Cougars take another hit at running back

DWIGHT TARDY will start with Marcus Richmond backing him up. Meanwhile, true freshman Jeff Tuel is the No. 2 quarterback and Kevin Lopina has a strained calf. Paul Wulff raves about the potential of a defensive player plus more.

WSU has struggled to build depth at many of its positions since its last 10-win season and Holiday Bowl victory in 2003.

Many analysts had the same thought when examining the Cougars' 2009 roster entering fall camp -- with the exception of running back.

After all, the Cougars had several players with Pac-10 playing experience, including Chris Ivory, Logwone Mitz, James Montgomery, Marcus Richmond, Chantz Staden and Dwight Tardy.

BUT THAT DEPTH has quickly eroded and Wulff said today it might have taken another hit. Mitz, who was expected to back up Tardy entering Saturday's game at USC, now is questionable because of the flu. Wulff said they are waiting to see what his temperature is before determining if he will play.

With Ivory having been dismissed from the team before the season began and Montgomery's surgery Sunday to correct acute compartment syndrome in his left leg that ended his season -- and possibly his career -- Wulff said true freshman Carl Winston might play.

That's not his preference, though.

"We want to redshirt him and we hope Logwone makes it back," Wulff said. "Carl is a fine young player."

He said Winston might not play even if Mitz is unavailable. Wulff said it could depend on the health and performance of Tardy and Richmond.
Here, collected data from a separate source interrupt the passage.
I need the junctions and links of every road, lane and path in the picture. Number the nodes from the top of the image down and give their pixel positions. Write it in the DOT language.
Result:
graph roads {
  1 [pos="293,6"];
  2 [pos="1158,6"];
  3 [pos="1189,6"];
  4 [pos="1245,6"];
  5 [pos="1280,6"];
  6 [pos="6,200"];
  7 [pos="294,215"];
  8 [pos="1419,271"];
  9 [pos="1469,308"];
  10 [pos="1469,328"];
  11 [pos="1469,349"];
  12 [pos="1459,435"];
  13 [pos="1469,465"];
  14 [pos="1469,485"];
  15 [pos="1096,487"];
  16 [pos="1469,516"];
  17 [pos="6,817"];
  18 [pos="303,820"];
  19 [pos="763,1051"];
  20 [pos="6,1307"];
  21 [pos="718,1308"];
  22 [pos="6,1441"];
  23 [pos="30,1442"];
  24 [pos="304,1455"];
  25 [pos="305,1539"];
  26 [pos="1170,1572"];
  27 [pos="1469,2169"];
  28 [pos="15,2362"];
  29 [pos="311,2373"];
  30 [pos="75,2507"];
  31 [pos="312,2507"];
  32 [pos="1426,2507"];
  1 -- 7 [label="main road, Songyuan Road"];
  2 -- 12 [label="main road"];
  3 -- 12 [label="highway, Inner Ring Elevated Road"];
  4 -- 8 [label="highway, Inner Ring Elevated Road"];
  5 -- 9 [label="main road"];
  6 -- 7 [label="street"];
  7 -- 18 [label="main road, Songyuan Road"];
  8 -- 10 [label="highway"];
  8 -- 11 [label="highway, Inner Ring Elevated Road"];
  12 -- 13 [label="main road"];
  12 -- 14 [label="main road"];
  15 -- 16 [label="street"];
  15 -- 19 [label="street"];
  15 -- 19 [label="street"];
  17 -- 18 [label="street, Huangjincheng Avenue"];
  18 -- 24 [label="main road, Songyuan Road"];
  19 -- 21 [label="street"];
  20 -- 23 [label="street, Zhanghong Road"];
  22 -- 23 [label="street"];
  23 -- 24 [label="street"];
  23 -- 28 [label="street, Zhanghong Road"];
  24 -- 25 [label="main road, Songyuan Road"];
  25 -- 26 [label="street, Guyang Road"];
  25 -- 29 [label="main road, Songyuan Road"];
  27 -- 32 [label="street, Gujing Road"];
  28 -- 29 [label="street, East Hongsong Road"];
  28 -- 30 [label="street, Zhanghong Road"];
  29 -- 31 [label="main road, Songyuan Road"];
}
ONE PLAYER NOT an option to play is Staden, who tore the anterior-cruciate ligament in his left knee last season. Wulff said the fourth year senior is healthy but "it wouldn't be fair at all to play him because of his strength and conditioning level." Staden, who signed with the Cougars out of De Anza College near San Francisco, still has a redshirt year available.

Tardy, who has started all three games and rushed for 117 yards on 28 carries, has battled ankle issues. Wulff said it "has been a little sore, but he'll be OK. I don't believe it should affect him at all."


  • Wulff cited the Cougars' good team chemistry when talking about Montgomery, who rushed for a team-high 167 yards on 37 carries (4.5 average) and had a touchdown this season.

    "James is one of the most liked players on the team," he said. "James is so respected. They really care about the guy."

  • Team chemistry again was mentioned by Wulff when someone asked if he used, as a motivator, the Las Vegas spread, which has the Trojans favored by about six touchdowns. He said it could be used effectively with some teams, but does not think it's necessary with this group.

    "They're learning the intensity level and what it takes to prepare," he said. "We're starting to see signs that these guys are really analytically looking at the situation."

  • True freshman Jeff Tuel will be the No. 2 quarterback against USC and Wulff said the plan remains, as it was last week, for him to play. Senior Kevin Lopina, who started the first two games, might not be available because of a strained calf muscle that has hampered him throughout his collegiate career.

    Wulff reiterated that sophomore Marshall Lobbestael might play well enough to stay in the entire game. Lobbestael, who completed 24 of 52 passes for 239 yards along with a couple of touchdowns and interceptions in Saturday's 30-27 overtime win against SMU, will make his second start.

    WULFF SEES LOBBESTAEL PROGRESSING after missing most of 2008 after tearing the anterior-cruciate ligament in his left knee at Oregon State. He said that taking some hits against SMU was good for him from a psychological standpoint.

    "I think Marshall is just going to grow," Wulff said. "He's had to overcome all of that. I think he's back on track of growing as a quarterback. I think Marshall's going to take a big step this week."

    Wulff said there is not any tension between the three quarterbacks about playing time, and the staff has been up front with everyone about expectations. Wulff said offensive coordinator and quarterbacks coach Todd Sturdy met with Lopina, Lobbestael and Tuel before the season to talk about the situation.

    "We need better production," Wulff said. "We're not partial to anyone."

  • There's a lot of postgame examination of football games, but Wulff said to look no further than turnovers.

    "You can talk about Xs and Os and talent," he said. "There's some really simple facts that matter. If we do those things (win the turnover battle), we have an opportunity to stay in this game and win it."

  • WSU's lack of speed on defense has been a frequent discussion point among fans, but one position where Wulff is comfortable with that element is middle linebacker. Sophomore Alex Hoffman-Ellis, a late addition to the 2008 recruiting class out of California's Moorpark College, is one of the team's faster players.

    Wulff said Hoffman-Ellis did not earn much attention out of Moorpark because most junior-college recruits must earn their two-year Associate's Degree to be eligible. But Hoffman-Ellis qualified to play at a four-year institution out of high school.

    "When we found that out, we thought bringing him in and giving him a year to redshirt would be great," Wulff said. "We thought we could have a diamond in the rough. He has excellent speed."